Winging it on a storm
On writing fragments amid fragmentation
As I approached the final pages of Ghost Stories, feeling the weight of Siri Hustvedt’s stunning memoir about the loss of her husband, Paul Auster shifting in my hands, I deliberately slowed down my reading. I liked the book’s company and didn’t want it to end, as often happens to me when the book is as good as this one. Eventually, when it did end, I still wanted more.
I looked up 'The Mechanics of Reality', a Lit Hub essay of Hustvedt’s that she mentions in the memoir. Her essay was published as part of a series of tributes to Auster following his death. The term making up the title of Hustvedt’s essay was a phrase used by Auster. Hustvedt includes a lucid explanation of what Auster meant by the term, including:
‘Human lives do not conform to the dull dictates of cultural conventions that pinch perception, distort the world, and claim to represent the real. The mechanics of reality include wild coincidence, astounding fact, and bizarre discovery, or so it seems to us. All such events appear through the filter of human consciousness. We select bits of pieces of experience, turn them into narratives, and make meaning from them.’
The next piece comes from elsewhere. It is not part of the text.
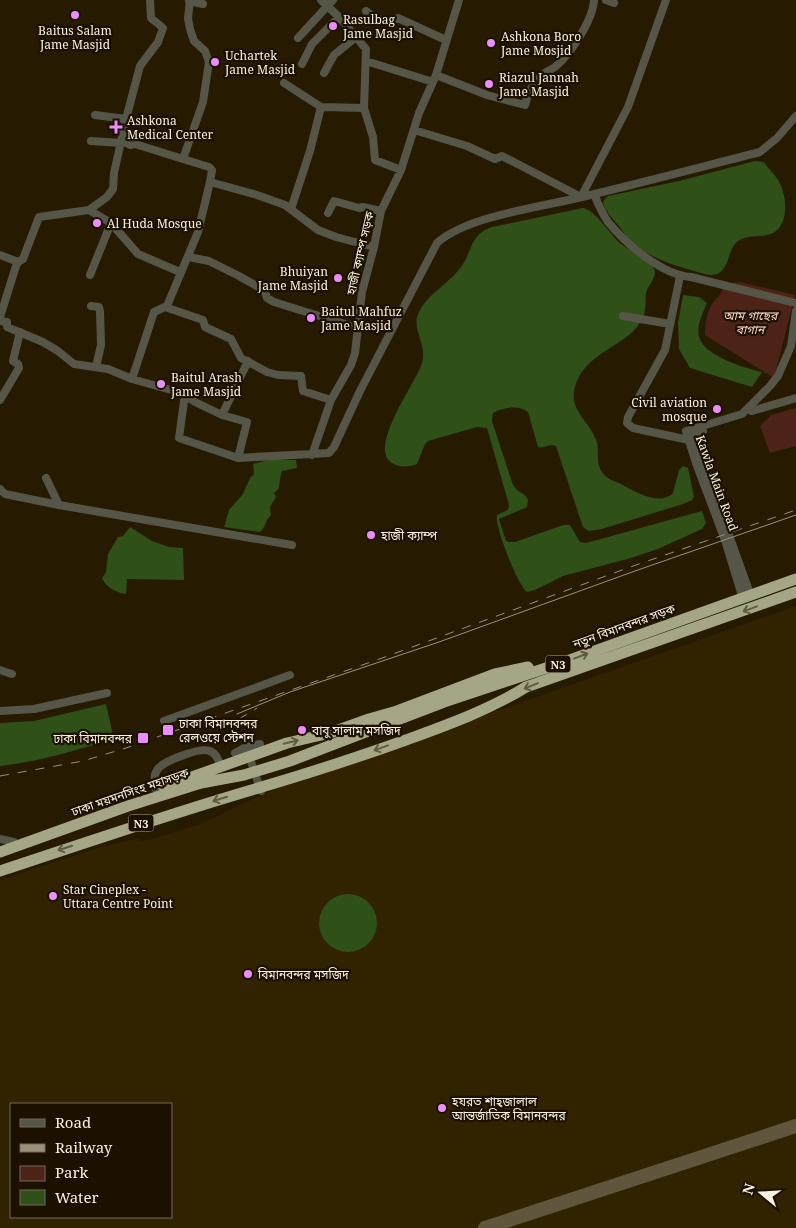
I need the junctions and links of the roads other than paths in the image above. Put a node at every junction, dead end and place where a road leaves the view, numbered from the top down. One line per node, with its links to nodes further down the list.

This speaks to me as I press on with my current autofiction book project. The book started out as an exploration of the long durational work of mourning over lifetimes. It’s still that, I think. But last year, beginning while I was working on the manuscript in Istanbul and taking part in a long-durational performance art residency with the wonderful organisation that is Performistanbul, I experienced three profound losses in a row. Within just over six weeks, my partner’s mother, my beloved aunt, and my mother died. After that, I was no longer solely contemplating loss and mourning precipitated long ago, as I plunged into the immediacy of loss happening around me. I was too shocked to grieve yet. The book I’d begun absolutely could not remain as the same entity.
But then, it never is the same.
As soon as the notebook or computer is opened and the work begins, a book becomes something other than the one the writer has in mind. This is a good thing. We’d all be bored and boring if we actually knew what we were doing and what the book would be by the time it was finished.
While I was in Istanbul, I was often struck by the fragmentary quality of the city. It’s in a constant state of oldness layered up with newness. The earthquakes that more or less level the city roughly every couple of hundred years ensure a state of perpetual fragmentation. And then there’s the new-on-top-of-old political instability and how it too makes this ancient place feel somehow temporary and fragile at all times.
This book I’m writing is fragmentary in form. I’m aware that sometimes I walk on fragile ground, entering deceptively temporary spaces as I work.
I’ve started to enjoy the process, after a long period of stuckness. This book is not like my other ones, not for me, not in how I’m writing it. At first, I was uneasy. I felt that the book was dragging me in all sorts of contrary directions in a bits-and-pieces way. The whole thing threatened to fall apart at any moment.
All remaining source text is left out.